### Problem statement
Write how many lines in the records below include the string "from". No other text should be given.

### Given information
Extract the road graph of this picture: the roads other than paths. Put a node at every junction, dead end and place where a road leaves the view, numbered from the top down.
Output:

---

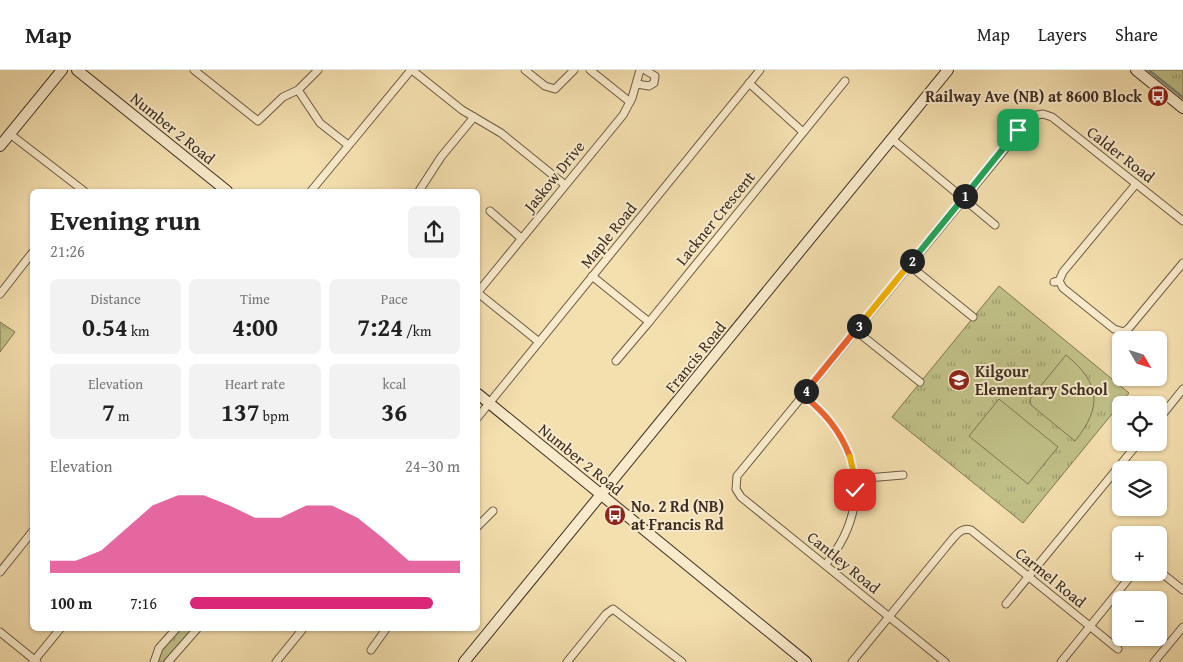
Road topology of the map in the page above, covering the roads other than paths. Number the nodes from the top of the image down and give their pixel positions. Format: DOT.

### Result for this exercise
2